Results
Trait- environment interactions: As expected, the four traits differed in their interaction with environmental variables to predict species distributions across the landscape (Krishnadas et al., 2018b), and trait-environment interactions differed between fragments and contiguous forest (Table 1). Interestingly, models with elevation alone explained similar extents of variation in trait-mediated abundances as models with multiple environmental predictors (Table S1). In contiguous forest, higher elevations had lower abundances of species with higher SLA and greater maximum height, wood density and seed size, with seed size showing the strongest interaction with elevation. Only seed size-elevation interaction differed between fragments and contiguous forest; fragments had larger-seeded species at higher elevations (Figure 1).
In contiguous forest, lower water deficit (less negative CWD) corresponded with increased abundance of shorter statured and smaller-seeded species, and these relationships did not change for fragments (Table 1). Although SLA did not interact with any environmental gradient to shape abundances in contiguous forest, in fragments, higher SLA species increased as water deficit decreased (lower CWD) and declined with higher values of climate axis 1, i.e., wetter, cooler sites. Larger values of climate axis 1 also associated with larger-seeded species in contiguous forest, with no change in fragments. However, in fragments, larger-seeded species declined with larger values of climate axis 2 (warmer sites) even though climate axis 2 did not influence trait-mediated abundances in contiguous forest. Trends remained similar with PCA axes, which explained similar variation in the data as individual traits (Table S1). Overall, trait-environment interactions at most explained ~16% of the variation in species abundances, with maximum height being the trait that best explained change in species abundance across climate gradients (Table 1). Except for the model with maximum height, random effects explained more variation than fixed effects (Table 1, see conditional vs. marginal R2).
RLQ and fourth-corner analysis: Only contiguous forest showed significant trait-environment linkages in driving compositional change—the first RLQ axis explained 76.4% and second axis 21.1% of the cross-variance in traits and environment (Figure 2a). In fragments, 88% of the cross-variance between traits and environment was explained by the model (Figure 2b), but results were not statistically significant after accounting for multiple comparisons. In contiguous forest, fourth-corner analysis revealed that trait-mediated structuring of communities across environmental gradients occurred along multiple pathways (Figure 3a). Trait axis R1 showed significant positive correlation with environmental axis Q1, which represented a trait syndrome defined by a combination of wood density, SLA and seed size. Correspondingly, sites defined by a combination of greater elevation, higher C:N ratio, and less negative CWD had significantly higher SLA and seed sizes (Figure 3b). Elevation showed a positive correlation with the syndrome represented by trait axis 1 representing phenotypes of smaller seeded, shorter, and thicker-leaved species (Figure 3c). Fourth corner analysis for fragments revealed no significant correlations between trait axes and broad-scale environmental axes, when corrected for multiple comparisons. Moreover, no individual trait showed significant correlation with any individual environmental variable in either fragments or contiguous forest.

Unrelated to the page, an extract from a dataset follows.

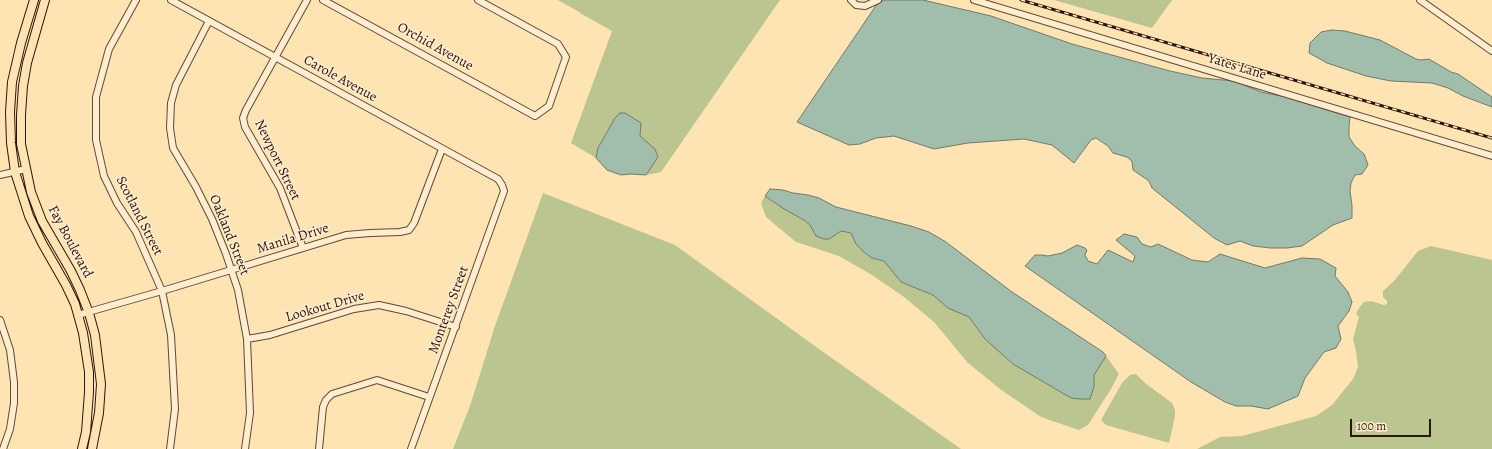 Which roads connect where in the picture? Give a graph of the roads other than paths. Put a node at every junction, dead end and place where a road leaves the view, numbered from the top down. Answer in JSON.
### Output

Trait covariance: All coefficients for the models of trait covariance are provided in Table S3. In fragments, WD-SS covariance showed a significant negative correlation with CWD, while this relationship was not statistically significant in contiguous forest (Figure 4a). SS-MH covariance decreased in wetter, warmer sites (higher values of climate axes 1 and 2), and increased with greater C:N ratio in contiguous forest (Figure 4b, 4c). In fragments, the relationship with both climate axes reversed. SS-MH covariance increased with greater variance in seed size in contiguous forest, with no significant change in this relationship within fragments. In contiguous forest, SLA-WD covariance decreased with declining climatic water deficit and increasing soil CN ratio.
SLA-WD covariance had positive and negative correlations respectively with multi-trait functional dispersion (FDis) and variance in SLA, both correlations changed sign in fragments (Figure 5, a-c). SLA-MH covariance did not correlate with any predictor. SLA-SS covariance decreased with larger variance in SLA in contiguous forest, and this remained similar in fragments (Figure 5d). WD-MH covariance in contiguous forest was only correlated with biotic variables: decreasing with greater FDis and increasing with greater variance of both traits (Figure 5, g-i). Only the correlation with MH variance changed in fragments, becoming strongly negative. Unlike for trait-mediated abundances, elevation alone did not explain trait covariance as well as multiple climate variables together (Table S4).